> [EXERCISE] Transcribe each entry exactly as it appears, leaving out any picture it holds.

(Saved data entries)
_____

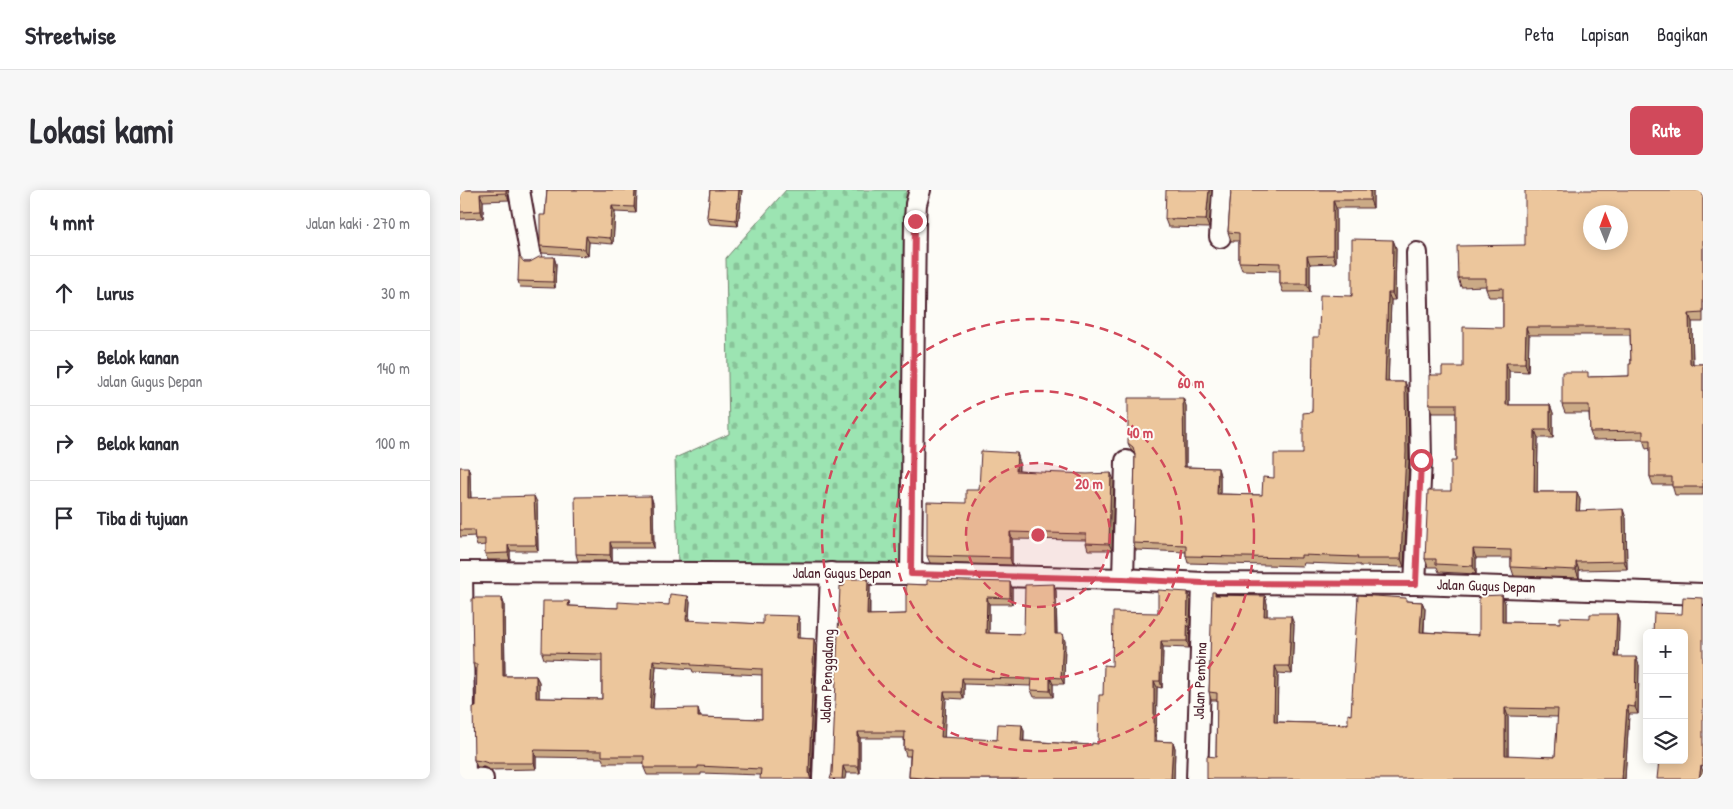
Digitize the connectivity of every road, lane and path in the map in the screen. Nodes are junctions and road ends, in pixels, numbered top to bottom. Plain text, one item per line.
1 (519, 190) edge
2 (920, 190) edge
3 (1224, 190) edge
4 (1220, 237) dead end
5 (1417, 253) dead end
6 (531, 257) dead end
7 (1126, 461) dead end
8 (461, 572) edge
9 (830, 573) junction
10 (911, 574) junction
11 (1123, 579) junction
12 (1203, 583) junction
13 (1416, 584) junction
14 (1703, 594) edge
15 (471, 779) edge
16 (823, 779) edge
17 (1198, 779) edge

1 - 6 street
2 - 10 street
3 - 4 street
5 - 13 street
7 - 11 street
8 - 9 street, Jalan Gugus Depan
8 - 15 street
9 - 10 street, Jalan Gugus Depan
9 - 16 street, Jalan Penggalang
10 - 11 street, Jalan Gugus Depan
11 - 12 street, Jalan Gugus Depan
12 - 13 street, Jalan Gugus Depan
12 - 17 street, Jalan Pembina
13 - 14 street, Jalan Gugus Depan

_____

> [WRITTEN RESPONSE]
Digitize the connectivity of every road, lane and path in the map in the screen. Nodes are junctions and road ends, in pixels, numbered top to bottom. Plain text, one item per line.
1 (519, 190) edge
2 (920, 190) edge
3 (1224, 190) edge
4 (1220, 237) dead end
5 (1417, 253) dead end
6 (531, 257) dead end
7 (1126, 461) dead end
8 (461, 572) edge
9 (830, 573) junction
10 (911, 574) junction
11 (1123, 579) junction
12 (1203, 583) junction
13 (1416, 584) junction
14 (1703, 594) edge
15 (471, 779) edge
16 (823, 779) edge
17 (1198, 779) edge

1 - 6 street
2 - 10 street
3 - 4 street
5 - 13 street
7 - 11 street
8 - 9 street, Jalan Gugus Depan
8 - 15 street
9 - 10 street, Jalan Gugus Depan
9 - 16 street, Jalan Penggalang
10 - 11 street, Jalan Gugus Depan
11 - 12 street, Jalan Gugus Depan
12 - 13 street, Jalan Gugus Depan
12 - 17 street, Jalan Pembina
13 - 14 street, Jalan Gugus Depan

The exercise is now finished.